Do something for me. Go to the top of this page and type in ( first f2f meeting ). You can read over a 100 posts form members with your same concerns. I dare say after reading several posts it will make your decision easier and you will find the courage you need to make one of the best decisions you will ever make.
I wanted to share that when I first realized that I needed my own program of recovery, I too was hesitant. I think I kept hoping that AH would "get it" and life would return to normal. When I read through one of my first posts on this board over three years ago, it brings back all the fear and uncertainty that comes with the awareness that something is very WRONG.
I also felt a fear of going to my first face-to-face.I discovered a "beginners" meeting in my area - summoned up all my courage, and went to the first meeting and cried my eyes out.
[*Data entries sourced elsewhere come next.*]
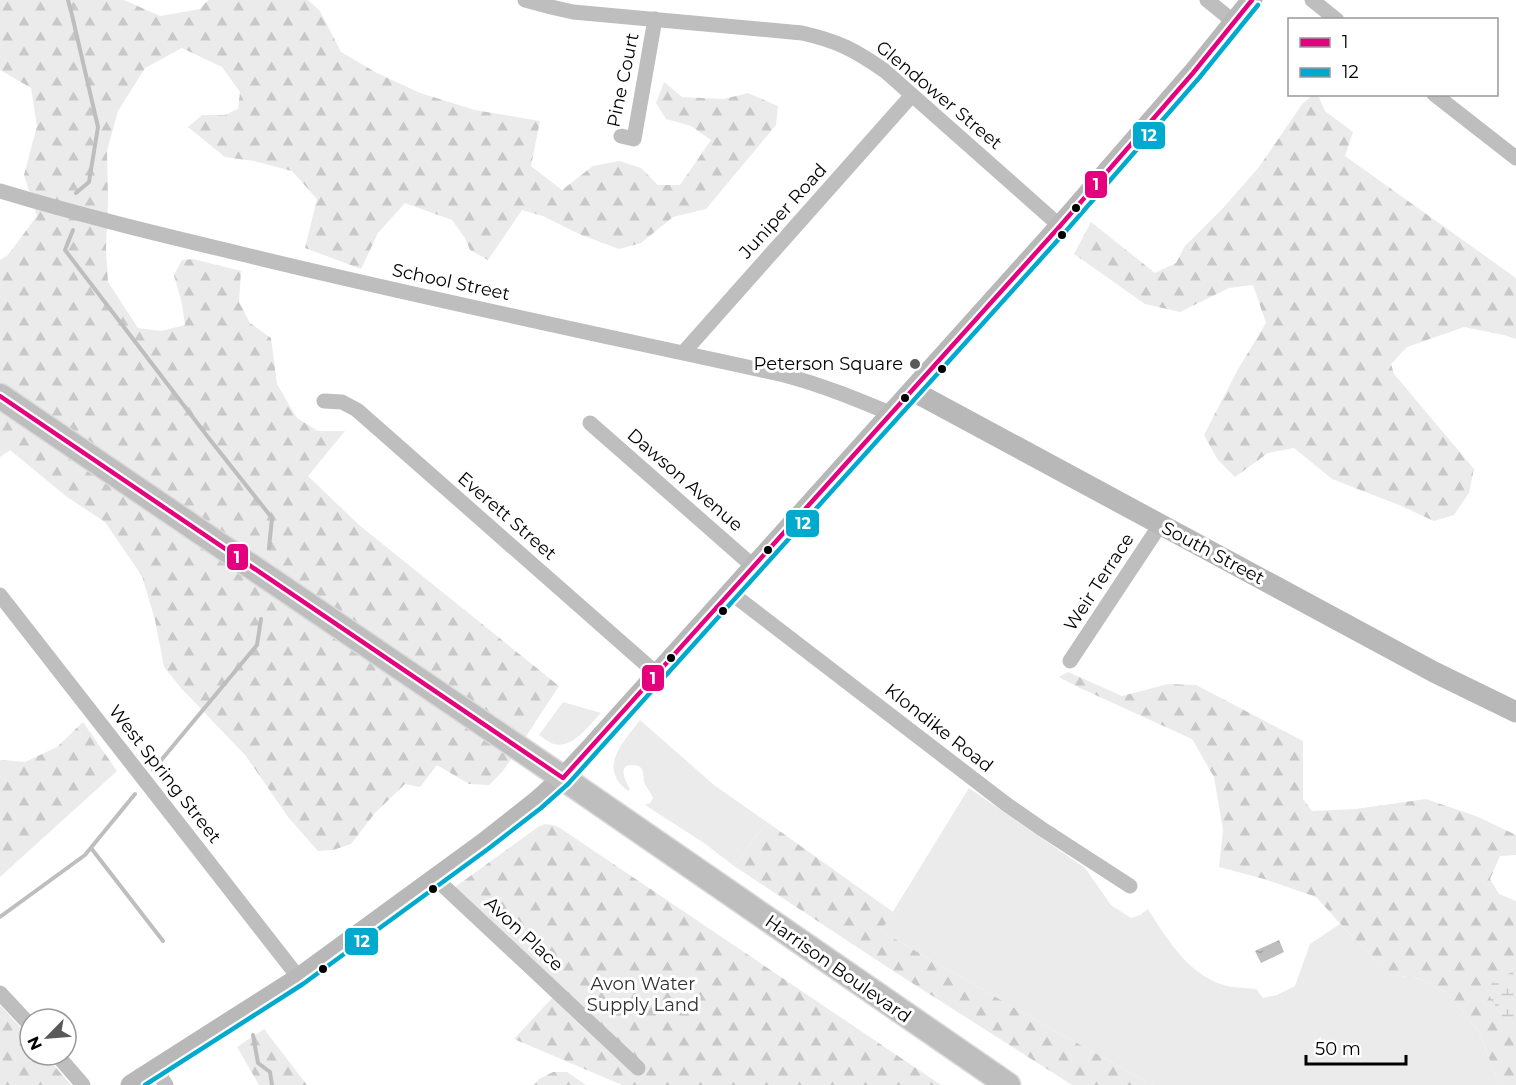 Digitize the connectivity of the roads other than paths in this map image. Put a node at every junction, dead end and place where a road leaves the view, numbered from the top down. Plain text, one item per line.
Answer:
1 (525, 0) edge
2 (1207, 0) edge
3 (1252, 0) edge
4 (1312, 0) edge
5 (1334, 18) edge
6 (655, 19) junction
7 (1234, 22) junction
8 (912, 94) junction
9 (1437, 96) edge
10 (621, 136) dead end
11 (1516, 158) edge
12 (0, 191) edge
13 (1060, 226) junction
14 (682, 353) junction
15 (913, 391) junction
16 (0, 396) edge
17 (324, 401) dead end
18 (892, 414) junction
19 (590, 423) dead end
20 (1160, 525) junction
21 (754, 567) junction
22 (731, 592) junction
23 (0, 595) edge
24 (1070, 661) dead end
25 (657, 674) junction
26 (1516, 712) edge
27 (563, 778) junction
28 (435, 878) junction
29 (1130, 886) dead end
30 (299, 978) junction
31 (0, 993) edge
32 (18, 1012) edge
33 (67, 1067) edge
34 (638, 1068) dead end
35 (161, 1078) edge
36 (83, 1085) edge
37 (131, 1085) edge
38 (1008, 1085) edge

1 - 6 street, Glendower Street
2 - 7 street
3 - 7 main road
4 - 5 street
6 - 8 street, Glendower Street
6 - 10 street, Pine Court
7 - 13 main road
8 - 13 street, Glendower Street
8 - 14 street, Juniper Road
9 - 11 street
12 - 14 street, School Street
13 - 15 main road
14 - 18 street, School Street
15 - 18 main road
15 - 20 main road, South Street
16 - 27 main road, Harrison Boulevard
17 - 25 street, Everett Street
18 - 21 main road
19 - 21 street, Dawson Avenue
20 - 24 street, Weir Terrace
20 - 26 main road, South Street
21 - 22 main road
22 - 25 main road
22 - 29 street, Klondike Road
23 - 30 street, West Spring Street
25 - 27 main road
27 - 28 main road
27 - 38 main road, Harrison Boulevard
28 - 30 main road
28 - 34 street, Avon Place
30 - 35 main road
31 - 32 street
33 - 36 street
35 - 37 main road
I also did that for the second, third and fourth meeting too! What I can say is that everyone there was so understanding - I no longer felt alone and felt a little stronger to continue my own journey to recovery.
I hope you do find a face to face meeting and go. Over three years later, I now feel sad if I have to miss my meeting, almost off-balance. Can you imagine that?
Anyway, keep coming here, take all the babysteps (forward and backwards too) and we'll be here for you.
Thank you all for your welcome and encouragement. I'm really feeling better having shared with you and having received such a warm welcome. I'm working on my courage day by day and will appreciate knowing I am not alone through all of this.